Train? U go there ? Meet half way? Alt weekends kids going their on the train? His parents? I don't even talk tk my ex he has them sun and mon that's it but I don't bloody even see him.

ThatTealViewer · 18/11/2024 21:26

Twinkiebinkieseven · 18/11/2024 21:21

I think I've answered;

Why he couldn’t see them somewhere other than your home - stayed in a hotel, for example.

  • He's terrible with money and can't afford a hotel
  • He terrible with money and claims he can't afford to take them out for the day

Why he can’t take them for holidays.

  • I've asked him to. He takes them for a period every other holiday but doesn't like using his leave. I even suggested taking just long weekends off. See my other post where I've asked him when he wants to have them at Christmas.

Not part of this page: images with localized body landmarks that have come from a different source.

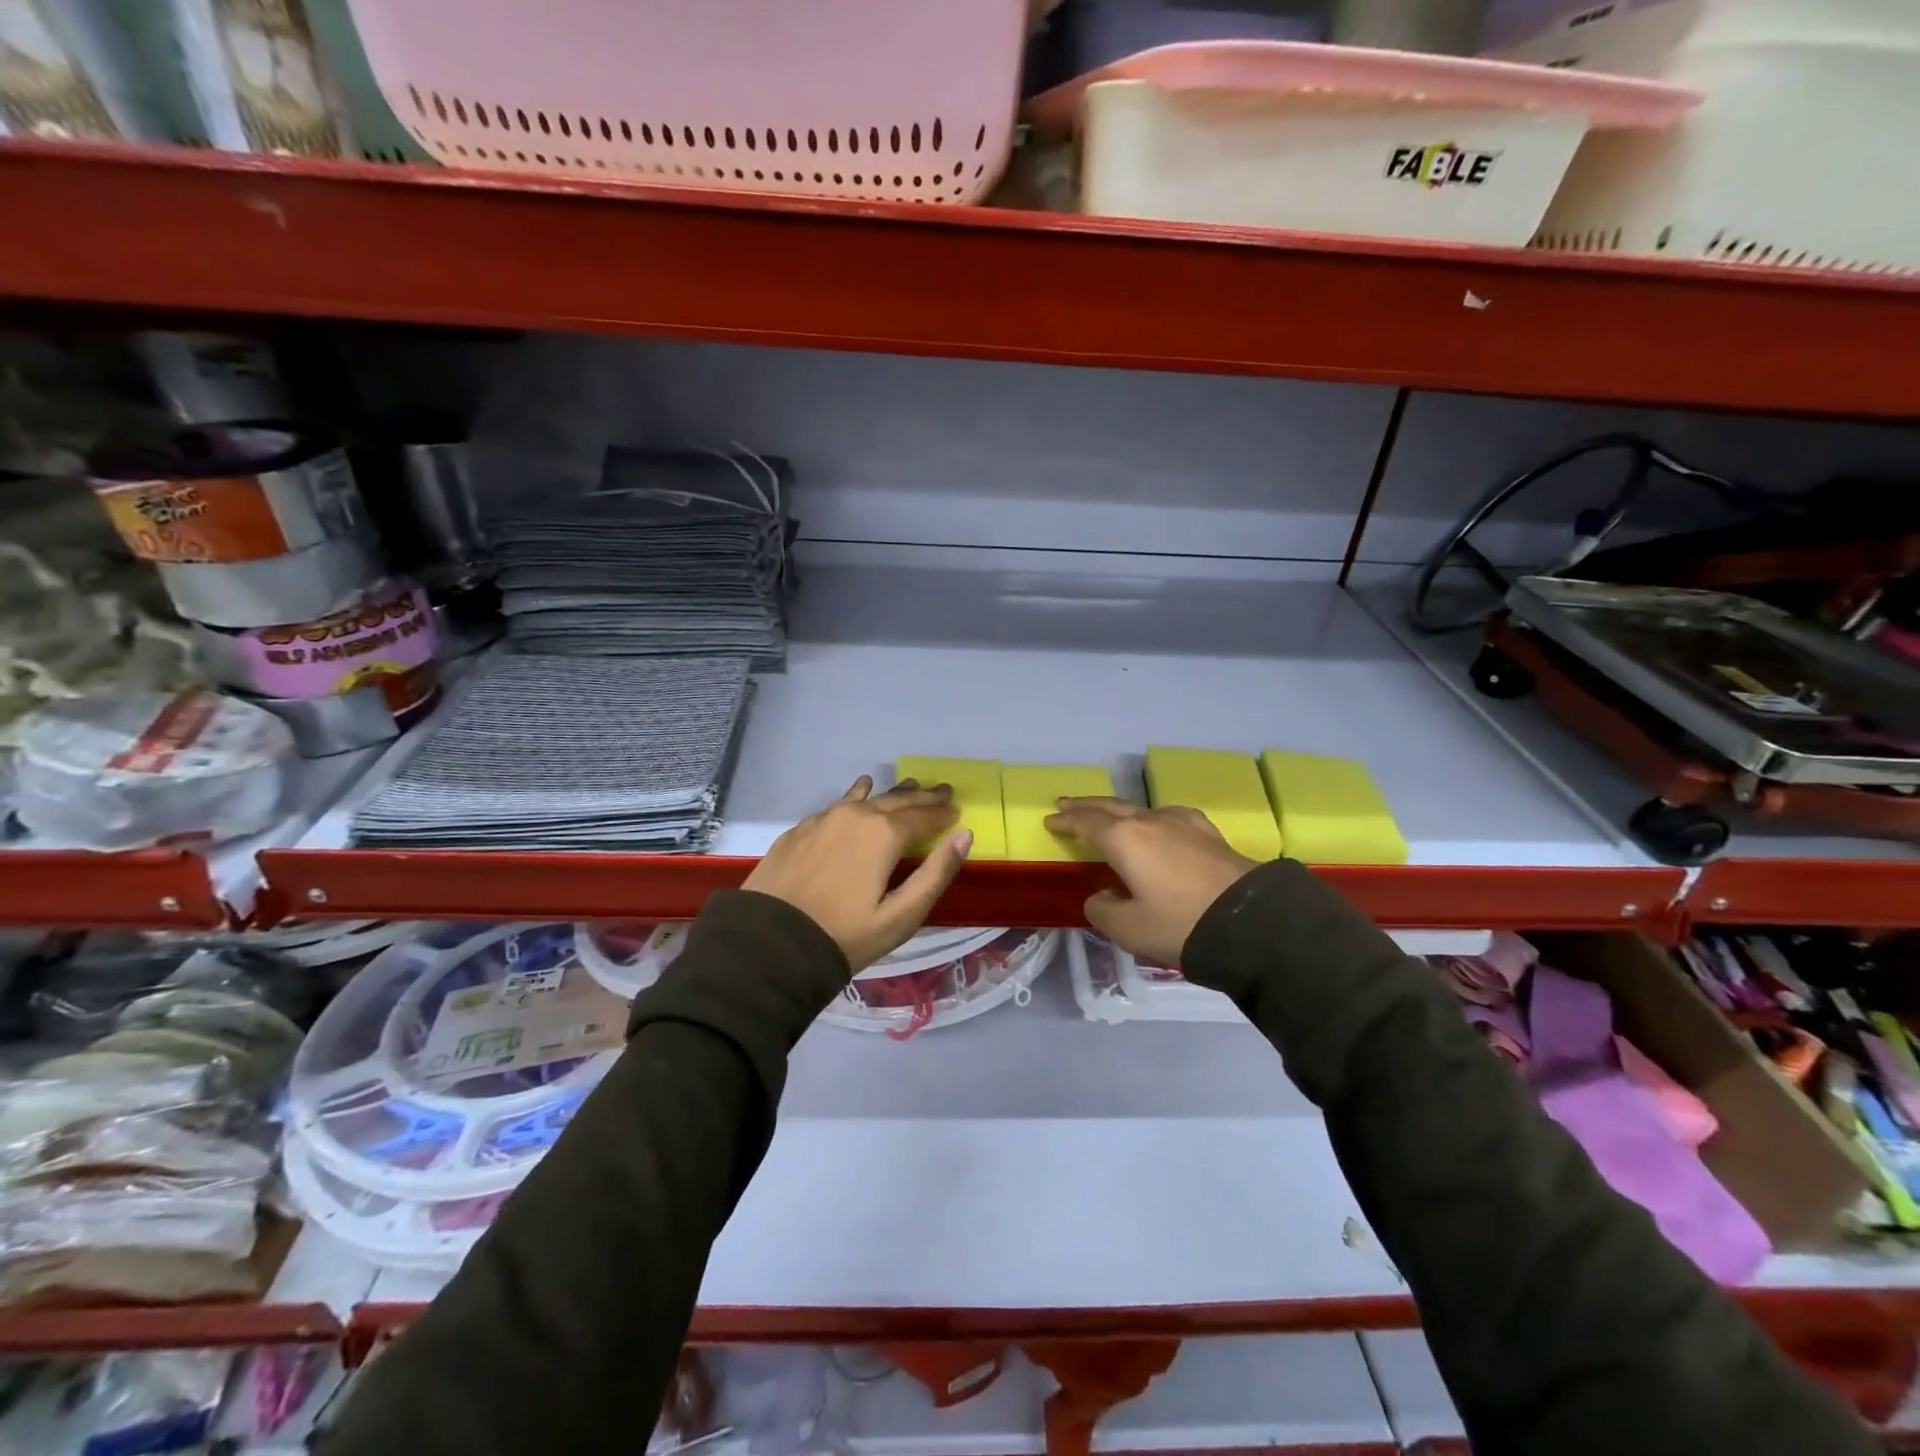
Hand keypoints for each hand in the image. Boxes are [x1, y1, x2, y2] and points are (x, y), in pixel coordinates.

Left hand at [743, 777, 971, 973]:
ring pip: (868, 799)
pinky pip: (839, 804)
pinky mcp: (801, 829)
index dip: (943, 813)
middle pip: (897, 801)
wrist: (769, 943)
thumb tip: (964, 836)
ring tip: (910, 787)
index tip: (958, 810)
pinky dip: (858, 796)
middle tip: (943, 790)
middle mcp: (856, 816)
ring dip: (893, 794)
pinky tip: (861, 790)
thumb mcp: (900, 916)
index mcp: (884, 834)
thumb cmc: (844, 935)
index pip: (923, 816)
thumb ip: (935, 874)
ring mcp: (825, 819)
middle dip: (923, 797)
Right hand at [1044, 799, 1256, 965]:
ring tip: (1109, 814)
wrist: (1250, 922)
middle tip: (1067, 803)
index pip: (1086, 823)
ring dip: (1118, 809)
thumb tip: (1101, 896)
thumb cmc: (1179, 924)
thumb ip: (1103, 910)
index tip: (1050, 820)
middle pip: (1110, 807)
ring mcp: (1182, 824)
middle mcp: (1150, 822)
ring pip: (1140, 808)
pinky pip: (1169, 816)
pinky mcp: (1208, 833)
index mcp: (1124, 840)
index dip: (1066, 821)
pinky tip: (1160, 823)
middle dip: (1086, 805)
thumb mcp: (1128, 928)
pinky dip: (1152, 817)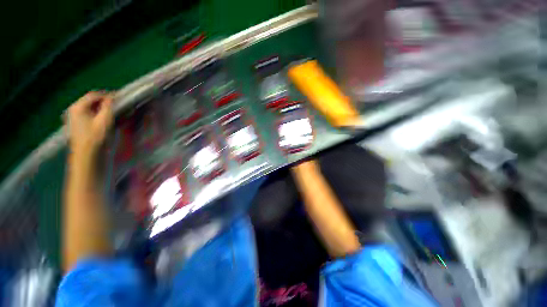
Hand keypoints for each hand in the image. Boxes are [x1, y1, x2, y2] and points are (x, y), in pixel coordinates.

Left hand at [67, 91, 113, 158]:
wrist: (87, 156)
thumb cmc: (96, 137)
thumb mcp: (105, 120)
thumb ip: (108, 107)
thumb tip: (112, 98)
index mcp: (78, 107)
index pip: (94, 95)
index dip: (107, 95)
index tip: (120, 98)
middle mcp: (74, 110)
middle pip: (91, 102)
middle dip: (105, 103)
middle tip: (118, 106)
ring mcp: (74, 119)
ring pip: (91, 109)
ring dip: (103, 109)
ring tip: (115, 113)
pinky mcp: (78, 126)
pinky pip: (89, 116)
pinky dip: (99, 115)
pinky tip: (107, 121)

Why his girlfriend couldn’t just come with him to see the kids. He can hardly cheat on her if she’s there.

  • he doesn't want us to meet. He's told me that. He said he's worried about the questions she might ask. This because he's a cheat and has been with her whilst trying to get back with me. I have timestamped messages to prove it.
On the other hand, given his personality he's probably made me out to be a problem. Id be happy to meet her and id be respectful and that would blow apart the picture he likely paints of me.

Whether you intend to continue letting him pay less than he should be.
I will see how it goes. I know he's terrible with money and I wouldn't feel good knowing he was hungry when my income is already higher than his and as much as I can't stand him I don't want to cause resentment.

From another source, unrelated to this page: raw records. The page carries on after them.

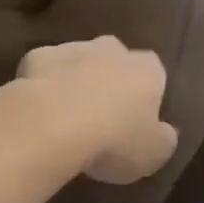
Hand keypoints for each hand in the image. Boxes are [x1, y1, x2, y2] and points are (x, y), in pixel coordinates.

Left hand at [15, 37, 175, 183]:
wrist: (54, 124)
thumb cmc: (115, 140)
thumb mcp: (154, 153)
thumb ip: (164, 138)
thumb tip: (164, 132)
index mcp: (147, 69)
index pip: (154, 73)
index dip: (145, 94)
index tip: (136, 119)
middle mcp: (113, 49)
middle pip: (116, 58)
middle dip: (111, 78)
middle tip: (102, 113)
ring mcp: (74, 48)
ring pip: (80, 59)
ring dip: (77, 78)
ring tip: (67, 114)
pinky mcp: (39, 56)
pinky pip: (45, 68)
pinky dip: (44, 82)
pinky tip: (39, 108)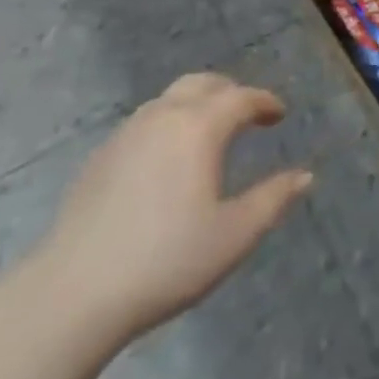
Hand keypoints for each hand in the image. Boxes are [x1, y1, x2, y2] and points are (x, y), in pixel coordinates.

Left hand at [35, 73, 313, 343]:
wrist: (73, 294)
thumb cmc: (165, 261)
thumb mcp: (234, 236)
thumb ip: (273, 200)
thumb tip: (305, 176)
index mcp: (199, 127)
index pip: (241, 97)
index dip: (264, 102)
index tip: (279, 114)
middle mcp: (163, 116)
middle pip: (202, 84)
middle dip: (229, 91)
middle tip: (247, 113)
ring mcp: (126, 134)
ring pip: (169, 99)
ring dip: (196, 105)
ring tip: (209, 134)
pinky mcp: (100, 157)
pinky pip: (144, 122)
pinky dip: (167, 124)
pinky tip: (167, 160)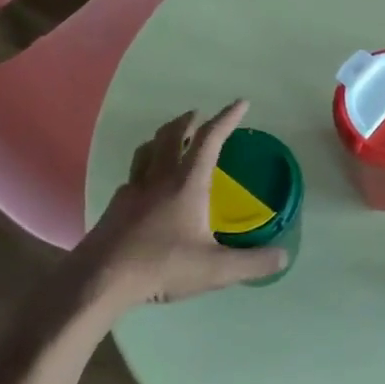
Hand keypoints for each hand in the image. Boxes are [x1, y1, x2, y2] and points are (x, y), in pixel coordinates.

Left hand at [77, 101, 289, 315]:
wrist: (101, 280)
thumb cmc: (162, 266)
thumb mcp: (216, 270)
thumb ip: (252, 263)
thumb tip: (284, 256)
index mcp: (187, 184)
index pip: (209, 139)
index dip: (226, 119)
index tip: (240, 103)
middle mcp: (159, 178)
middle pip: (171, 134)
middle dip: (189, 120)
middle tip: (199, 115)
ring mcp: (133, 190)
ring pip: (146, 149)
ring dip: (162, 137)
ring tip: (170, 138)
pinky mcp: (115, 206)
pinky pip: (132, 174)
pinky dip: (144, 166)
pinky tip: (146, 183)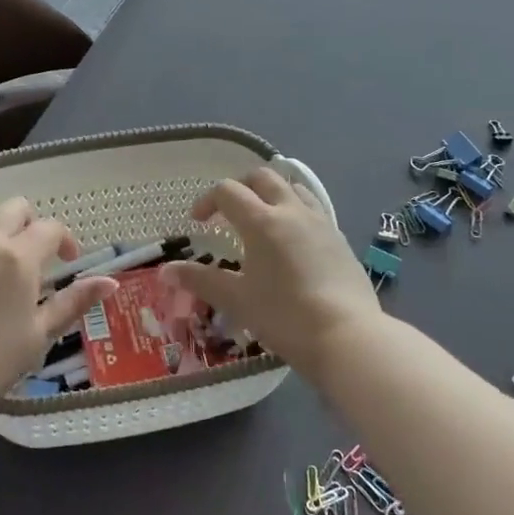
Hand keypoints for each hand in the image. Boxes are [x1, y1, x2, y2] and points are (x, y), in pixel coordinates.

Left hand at [0, 197, 115, 417]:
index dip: (65, 239)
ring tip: (3, 289)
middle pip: (13, 209)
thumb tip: (110, 282)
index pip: (49, 227)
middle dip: (31, 222)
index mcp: (17, 257)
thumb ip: (73, 302)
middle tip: (38, 256)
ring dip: (1, 246)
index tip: (69, 262)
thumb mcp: (39, 334)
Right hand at [160, 167, 380, 374]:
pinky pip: (314, 210)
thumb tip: (166, 270)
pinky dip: (296, 212)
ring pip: (293, 188)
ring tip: (263, 218)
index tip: (199, 222)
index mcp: (262, 221)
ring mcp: (321, 222)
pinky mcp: (340, 239)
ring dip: (272, 193)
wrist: (347, 337)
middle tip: (228, 211)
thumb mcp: (236, 300)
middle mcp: (292, 211)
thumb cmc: (284, 316)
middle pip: (262, 178)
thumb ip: (200, 280)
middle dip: (240, 187)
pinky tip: (293, 242)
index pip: (227, 191)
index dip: (207, 201)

Like I said, it’s all a bit odd.

Yes it is odd, that's why I'm sharing on Mumsnet because this situation is too embarrassing to share IRL and this is why I'm questioning my sanity.

I apologise for being snippy. That sounds like such a hard situation and he sounds like a real piece of work.

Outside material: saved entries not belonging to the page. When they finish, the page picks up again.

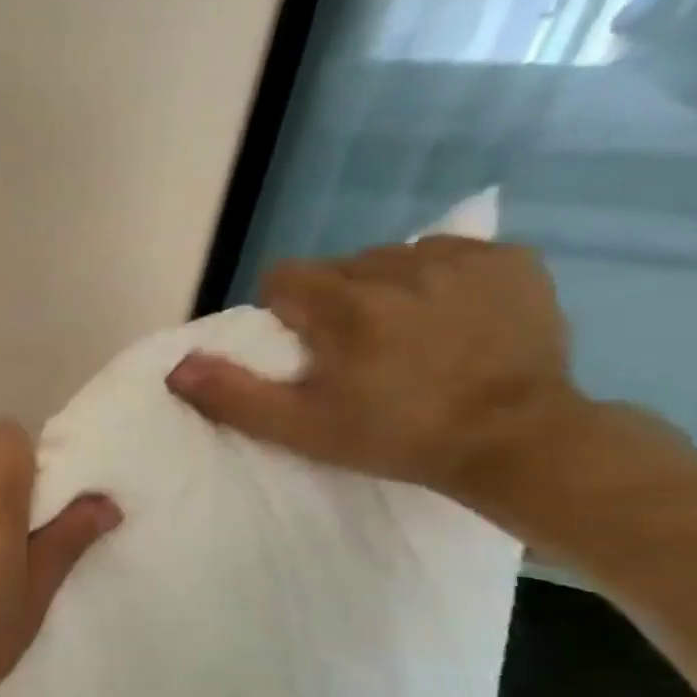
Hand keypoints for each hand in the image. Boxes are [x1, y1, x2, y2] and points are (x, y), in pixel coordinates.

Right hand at [165, 237, 585, 505]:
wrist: (518, 442)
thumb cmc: (397, 436)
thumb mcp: (301, 428)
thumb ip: (234, 394)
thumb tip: (177, 366)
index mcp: (345, 306)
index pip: (284, 277)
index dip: (285, 312)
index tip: (307, 349)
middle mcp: (399, 268)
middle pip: (338, 268)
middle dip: (334, 301)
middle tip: (356, 350)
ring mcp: (462, 260)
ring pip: (391, 259)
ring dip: (384, 289)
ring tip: (407, 334)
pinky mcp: (511, 261)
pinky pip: (450, 254)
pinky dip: (439, 280)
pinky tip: (452, 318)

Twinkiebinkieseven · 18/11/2024 21:27

@FancyBiscuitsLevel that's a really good point. Hadn't thought of it like that at all. He gets away with doing so little and I've spent so many years letting him

OP posts:
Wonderi · 18/11/2024 21:27

Quitelikeit · 18/11/2024 21:07

Pop them on the train? Problem solved

I would not want a 6 and 12 yo on a train.

It’s up to their dad to make the effort.

He’s the one who moved away, it’s not up to OP to facilitate contact.

ThatRareUmberJoker · 18/11/2024 21:29

You had children with someone who can't take responsibility. He is behaving like a child. He lacks imagination and ambition. He's not much of a role model for your son's. You need to talk to your family and get them involved with your boys so they can teach them how to be men. My partner grew up without a dad he looked up to the men in his family and they taught him right from wrong. Don't be embarrassed you need your family.

NotaCoolMum · 18/11/2024 21:30

The 4% who voted you are being unreasonable are total idiots.

User8563029648123578 · 18/11/2024 21:31

I’m sorry @Twinkiebinkieseven , he’s a real waste of space. Doesn’t want to waste his money or his annual leave on his kids 😡

” I can’t afford the bus fair to see my kids “ said no mum ever.

Please claim the child support for your kids - he won’t go hungry, really he won’t. Men like him always have some gullible woman looking after them.

Or he could just do some overtime or get a second job, since you are looking after his kids 100% of the time.